_EXCERPTED DATA_

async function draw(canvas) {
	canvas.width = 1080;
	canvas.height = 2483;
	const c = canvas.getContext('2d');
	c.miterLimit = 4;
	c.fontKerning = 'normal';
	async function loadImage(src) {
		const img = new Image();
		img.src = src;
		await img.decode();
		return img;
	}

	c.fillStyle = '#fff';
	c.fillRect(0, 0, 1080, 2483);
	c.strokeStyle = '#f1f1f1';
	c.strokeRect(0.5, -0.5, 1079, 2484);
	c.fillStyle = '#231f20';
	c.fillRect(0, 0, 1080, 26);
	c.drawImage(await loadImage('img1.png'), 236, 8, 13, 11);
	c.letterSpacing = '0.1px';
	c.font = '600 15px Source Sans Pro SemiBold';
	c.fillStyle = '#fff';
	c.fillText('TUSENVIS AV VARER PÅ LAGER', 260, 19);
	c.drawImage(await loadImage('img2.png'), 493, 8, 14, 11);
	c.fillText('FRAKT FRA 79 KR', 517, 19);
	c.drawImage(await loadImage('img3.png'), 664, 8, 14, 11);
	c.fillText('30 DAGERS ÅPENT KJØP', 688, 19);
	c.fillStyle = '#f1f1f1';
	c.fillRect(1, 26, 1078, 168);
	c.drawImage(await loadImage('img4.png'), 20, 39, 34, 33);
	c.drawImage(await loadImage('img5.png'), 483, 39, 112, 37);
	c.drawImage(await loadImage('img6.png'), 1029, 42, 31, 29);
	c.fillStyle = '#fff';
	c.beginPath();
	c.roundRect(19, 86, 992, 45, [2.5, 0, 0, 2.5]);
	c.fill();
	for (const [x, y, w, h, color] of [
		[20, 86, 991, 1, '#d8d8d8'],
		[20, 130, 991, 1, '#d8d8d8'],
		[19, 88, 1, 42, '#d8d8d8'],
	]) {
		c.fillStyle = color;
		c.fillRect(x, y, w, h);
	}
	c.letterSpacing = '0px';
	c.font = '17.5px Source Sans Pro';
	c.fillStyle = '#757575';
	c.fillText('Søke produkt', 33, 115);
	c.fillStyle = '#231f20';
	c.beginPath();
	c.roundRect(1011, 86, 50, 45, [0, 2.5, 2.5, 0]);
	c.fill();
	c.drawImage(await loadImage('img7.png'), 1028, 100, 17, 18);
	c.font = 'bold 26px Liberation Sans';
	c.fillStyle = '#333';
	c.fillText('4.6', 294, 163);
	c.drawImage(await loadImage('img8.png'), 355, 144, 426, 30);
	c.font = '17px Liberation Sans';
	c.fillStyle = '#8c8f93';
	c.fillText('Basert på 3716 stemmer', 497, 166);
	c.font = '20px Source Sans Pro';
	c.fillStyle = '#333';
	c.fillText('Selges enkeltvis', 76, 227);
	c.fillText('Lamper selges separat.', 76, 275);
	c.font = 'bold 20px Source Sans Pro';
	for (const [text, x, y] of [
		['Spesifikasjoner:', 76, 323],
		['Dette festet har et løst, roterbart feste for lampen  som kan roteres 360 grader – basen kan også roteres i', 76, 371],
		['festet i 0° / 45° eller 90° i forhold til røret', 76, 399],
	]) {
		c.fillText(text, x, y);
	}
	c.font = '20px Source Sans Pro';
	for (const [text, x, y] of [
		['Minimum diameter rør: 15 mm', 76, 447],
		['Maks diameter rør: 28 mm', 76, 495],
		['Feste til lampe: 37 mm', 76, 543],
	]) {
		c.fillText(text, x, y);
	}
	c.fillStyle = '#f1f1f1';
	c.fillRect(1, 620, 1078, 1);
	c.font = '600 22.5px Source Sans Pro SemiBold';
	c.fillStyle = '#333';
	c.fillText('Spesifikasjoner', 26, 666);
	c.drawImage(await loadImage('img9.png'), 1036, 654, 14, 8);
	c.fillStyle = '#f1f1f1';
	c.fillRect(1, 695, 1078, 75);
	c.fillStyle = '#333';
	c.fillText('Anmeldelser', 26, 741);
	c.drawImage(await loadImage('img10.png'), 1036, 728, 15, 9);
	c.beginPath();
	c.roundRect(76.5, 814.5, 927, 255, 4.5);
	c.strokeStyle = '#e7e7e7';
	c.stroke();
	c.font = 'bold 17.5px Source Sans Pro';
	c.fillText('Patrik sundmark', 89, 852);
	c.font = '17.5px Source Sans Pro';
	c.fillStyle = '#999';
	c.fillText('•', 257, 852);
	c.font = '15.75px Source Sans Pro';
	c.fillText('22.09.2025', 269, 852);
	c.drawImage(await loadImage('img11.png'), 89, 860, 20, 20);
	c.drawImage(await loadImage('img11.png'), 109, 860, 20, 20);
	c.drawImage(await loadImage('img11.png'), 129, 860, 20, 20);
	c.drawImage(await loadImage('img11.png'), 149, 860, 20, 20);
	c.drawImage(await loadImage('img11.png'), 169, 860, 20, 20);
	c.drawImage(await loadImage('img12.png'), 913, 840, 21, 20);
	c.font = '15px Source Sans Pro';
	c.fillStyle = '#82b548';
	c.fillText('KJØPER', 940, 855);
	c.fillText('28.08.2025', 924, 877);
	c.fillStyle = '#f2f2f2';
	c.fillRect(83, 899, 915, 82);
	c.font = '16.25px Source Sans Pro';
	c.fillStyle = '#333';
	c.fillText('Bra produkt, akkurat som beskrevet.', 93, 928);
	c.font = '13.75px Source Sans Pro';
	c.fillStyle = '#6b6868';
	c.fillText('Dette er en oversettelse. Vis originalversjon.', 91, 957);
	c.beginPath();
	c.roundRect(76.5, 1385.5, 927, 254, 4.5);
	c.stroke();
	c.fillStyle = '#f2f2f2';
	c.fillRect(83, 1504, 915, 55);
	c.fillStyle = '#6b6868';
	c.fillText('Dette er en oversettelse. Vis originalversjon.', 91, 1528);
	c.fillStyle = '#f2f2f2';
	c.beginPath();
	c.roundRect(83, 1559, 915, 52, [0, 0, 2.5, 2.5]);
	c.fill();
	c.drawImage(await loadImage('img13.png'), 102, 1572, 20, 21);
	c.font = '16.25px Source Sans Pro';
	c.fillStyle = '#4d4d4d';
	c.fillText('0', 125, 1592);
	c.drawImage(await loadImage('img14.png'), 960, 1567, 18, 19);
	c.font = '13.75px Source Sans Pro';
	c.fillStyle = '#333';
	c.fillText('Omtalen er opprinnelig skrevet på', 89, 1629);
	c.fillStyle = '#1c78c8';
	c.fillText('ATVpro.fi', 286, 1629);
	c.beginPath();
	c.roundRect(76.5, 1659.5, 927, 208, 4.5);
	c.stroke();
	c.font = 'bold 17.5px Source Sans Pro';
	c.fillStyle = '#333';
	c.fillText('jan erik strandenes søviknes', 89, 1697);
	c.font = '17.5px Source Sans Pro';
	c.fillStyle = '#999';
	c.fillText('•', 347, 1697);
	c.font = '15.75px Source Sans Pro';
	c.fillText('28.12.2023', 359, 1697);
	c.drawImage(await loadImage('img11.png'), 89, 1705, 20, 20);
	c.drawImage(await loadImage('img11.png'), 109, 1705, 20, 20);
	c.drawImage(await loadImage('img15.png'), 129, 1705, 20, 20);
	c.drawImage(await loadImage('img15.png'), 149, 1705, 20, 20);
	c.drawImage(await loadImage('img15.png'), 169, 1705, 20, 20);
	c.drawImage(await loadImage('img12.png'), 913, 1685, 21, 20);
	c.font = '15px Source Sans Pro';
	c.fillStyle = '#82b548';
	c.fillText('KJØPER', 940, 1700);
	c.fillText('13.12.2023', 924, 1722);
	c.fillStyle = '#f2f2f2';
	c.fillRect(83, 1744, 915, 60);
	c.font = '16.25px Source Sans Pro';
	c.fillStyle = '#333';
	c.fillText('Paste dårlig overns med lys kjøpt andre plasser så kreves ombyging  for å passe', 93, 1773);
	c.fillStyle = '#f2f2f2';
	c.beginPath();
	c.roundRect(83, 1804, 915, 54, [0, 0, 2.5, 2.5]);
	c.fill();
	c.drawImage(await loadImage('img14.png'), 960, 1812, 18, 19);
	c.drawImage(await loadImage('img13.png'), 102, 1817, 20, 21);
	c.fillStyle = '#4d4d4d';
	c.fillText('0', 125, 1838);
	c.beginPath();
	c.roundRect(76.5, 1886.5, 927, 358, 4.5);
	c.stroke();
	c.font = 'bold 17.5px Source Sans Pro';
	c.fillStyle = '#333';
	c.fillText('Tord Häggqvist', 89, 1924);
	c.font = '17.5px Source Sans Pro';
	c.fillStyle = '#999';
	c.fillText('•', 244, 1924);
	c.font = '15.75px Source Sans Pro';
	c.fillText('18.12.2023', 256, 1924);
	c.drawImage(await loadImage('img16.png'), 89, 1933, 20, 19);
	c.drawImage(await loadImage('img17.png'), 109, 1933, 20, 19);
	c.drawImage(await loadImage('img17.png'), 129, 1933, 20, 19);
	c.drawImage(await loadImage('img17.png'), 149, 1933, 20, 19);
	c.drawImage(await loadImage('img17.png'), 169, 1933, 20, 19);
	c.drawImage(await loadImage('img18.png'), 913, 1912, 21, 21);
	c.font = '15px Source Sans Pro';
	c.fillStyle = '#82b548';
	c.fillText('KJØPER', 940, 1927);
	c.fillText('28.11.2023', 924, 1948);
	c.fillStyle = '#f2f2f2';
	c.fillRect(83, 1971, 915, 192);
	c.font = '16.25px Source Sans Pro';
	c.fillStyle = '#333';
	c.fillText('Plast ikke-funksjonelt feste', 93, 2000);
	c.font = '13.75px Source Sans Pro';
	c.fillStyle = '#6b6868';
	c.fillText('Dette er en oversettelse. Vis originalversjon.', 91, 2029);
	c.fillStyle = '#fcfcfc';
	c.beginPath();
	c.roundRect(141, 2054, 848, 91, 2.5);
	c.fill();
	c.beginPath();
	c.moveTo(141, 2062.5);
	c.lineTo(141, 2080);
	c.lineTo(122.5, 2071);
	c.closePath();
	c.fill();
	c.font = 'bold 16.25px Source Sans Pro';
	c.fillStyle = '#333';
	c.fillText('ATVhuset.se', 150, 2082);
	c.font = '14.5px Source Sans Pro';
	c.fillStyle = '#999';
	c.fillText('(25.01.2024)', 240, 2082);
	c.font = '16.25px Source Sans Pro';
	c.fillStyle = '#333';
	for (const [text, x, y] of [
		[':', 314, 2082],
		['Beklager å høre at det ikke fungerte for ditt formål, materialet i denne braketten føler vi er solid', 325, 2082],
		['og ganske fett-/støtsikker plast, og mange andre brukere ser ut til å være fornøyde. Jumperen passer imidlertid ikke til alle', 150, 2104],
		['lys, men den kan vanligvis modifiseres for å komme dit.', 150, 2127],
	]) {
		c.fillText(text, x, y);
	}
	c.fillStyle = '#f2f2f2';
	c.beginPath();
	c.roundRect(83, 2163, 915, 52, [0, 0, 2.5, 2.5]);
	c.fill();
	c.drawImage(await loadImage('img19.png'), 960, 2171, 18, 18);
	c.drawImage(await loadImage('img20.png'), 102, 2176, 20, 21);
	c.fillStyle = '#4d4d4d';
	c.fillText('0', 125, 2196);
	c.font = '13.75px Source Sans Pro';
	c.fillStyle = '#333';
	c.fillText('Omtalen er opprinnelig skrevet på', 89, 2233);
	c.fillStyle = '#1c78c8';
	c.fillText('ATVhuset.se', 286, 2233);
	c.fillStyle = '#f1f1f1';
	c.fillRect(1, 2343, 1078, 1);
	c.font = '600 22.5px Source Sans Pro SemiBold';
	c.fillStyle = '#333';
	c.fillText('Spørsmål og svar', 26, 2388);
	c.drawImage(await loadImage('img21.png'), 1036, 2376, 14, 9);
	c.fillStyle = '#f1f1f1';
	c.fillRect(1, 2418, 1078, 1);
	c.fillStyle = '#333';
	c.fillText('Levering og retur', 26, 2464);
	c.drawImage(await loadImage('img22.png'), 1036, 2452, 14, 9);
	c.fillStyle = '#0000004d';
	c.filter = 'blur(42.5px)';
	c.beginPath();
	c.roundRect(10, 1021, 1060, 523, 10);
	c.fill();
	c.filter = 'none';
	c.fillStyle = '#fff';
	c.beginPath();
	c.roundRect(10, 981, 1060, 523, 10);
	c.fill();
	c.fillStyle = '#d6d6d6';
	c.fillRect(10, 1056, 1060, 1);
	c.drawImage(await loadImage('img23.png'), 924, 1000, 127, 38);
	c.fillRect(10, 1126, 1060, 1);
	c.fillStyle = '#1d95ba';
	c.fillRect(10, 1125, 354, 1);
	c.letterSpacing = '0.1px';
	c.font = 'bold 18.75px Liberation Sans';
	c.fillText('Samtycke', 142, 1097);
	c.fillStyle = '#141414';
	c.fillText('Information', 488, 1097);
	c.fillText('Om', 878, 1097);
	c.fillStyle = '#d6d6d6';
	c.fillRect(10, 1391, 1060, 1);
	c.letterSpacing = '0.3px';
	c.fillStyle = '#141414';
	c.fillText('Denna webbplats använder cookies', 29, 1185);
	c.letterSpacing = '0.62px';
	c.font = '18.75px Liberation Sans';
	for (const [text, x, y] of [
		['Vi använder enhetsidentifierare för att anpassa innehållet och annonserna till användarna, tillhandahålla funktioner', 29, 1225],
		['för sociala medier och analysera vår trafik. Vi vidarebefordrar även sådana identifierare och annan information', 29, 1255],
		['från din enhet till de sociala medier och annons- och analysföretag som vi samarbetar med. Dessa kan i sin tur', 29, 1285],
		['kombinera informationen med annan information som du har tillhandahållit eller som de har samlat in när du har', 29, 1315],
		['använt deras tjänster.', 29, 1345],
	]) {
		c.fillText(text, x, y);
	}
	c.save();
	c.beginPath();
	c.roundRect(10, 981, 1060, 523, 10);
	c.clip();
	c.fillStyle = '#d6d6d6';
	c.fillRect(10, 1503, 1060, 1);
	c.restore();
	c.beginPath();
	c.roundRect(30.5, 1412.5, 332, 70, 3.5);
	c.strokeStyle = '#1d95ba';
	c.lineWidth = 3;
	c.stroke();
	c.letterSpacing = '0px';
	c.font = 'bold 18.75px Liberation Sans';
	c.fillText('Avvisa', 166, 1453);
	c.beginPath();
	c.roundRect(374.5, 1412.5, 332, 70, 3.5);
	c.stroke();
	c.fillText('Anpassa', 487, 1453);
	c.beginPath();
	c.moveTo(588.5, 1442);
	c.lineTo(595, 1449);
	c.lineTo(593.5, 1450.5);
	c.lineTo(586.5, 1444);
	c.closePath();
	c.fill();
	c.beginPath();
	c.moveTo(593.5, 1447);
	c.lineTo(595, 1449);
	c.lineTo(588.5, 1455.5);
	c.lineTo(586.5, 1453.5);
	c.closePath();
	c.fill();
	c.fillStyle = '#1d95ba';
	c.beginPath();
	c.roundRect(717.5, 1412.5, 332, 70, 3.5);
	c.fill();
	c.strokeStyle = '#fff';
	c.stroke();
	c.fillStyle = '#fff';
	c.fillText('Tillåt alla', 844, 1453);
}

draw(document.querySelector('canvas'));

_TASK TO COMPLETE_
Show every line of the data in which the word "andre" appears.

_RESPONSE AREA_
	c.fillText('Paste dårlig overns med lys kjøpt andre plasser så kreves ombyging  for å passe', 93, 1773);
		['og ganske fett-/støtsikker plast, og mange andre brukere ser ut til å være fornøyde. Jumperen passer imidlertid ikke til alle', 150, 2104],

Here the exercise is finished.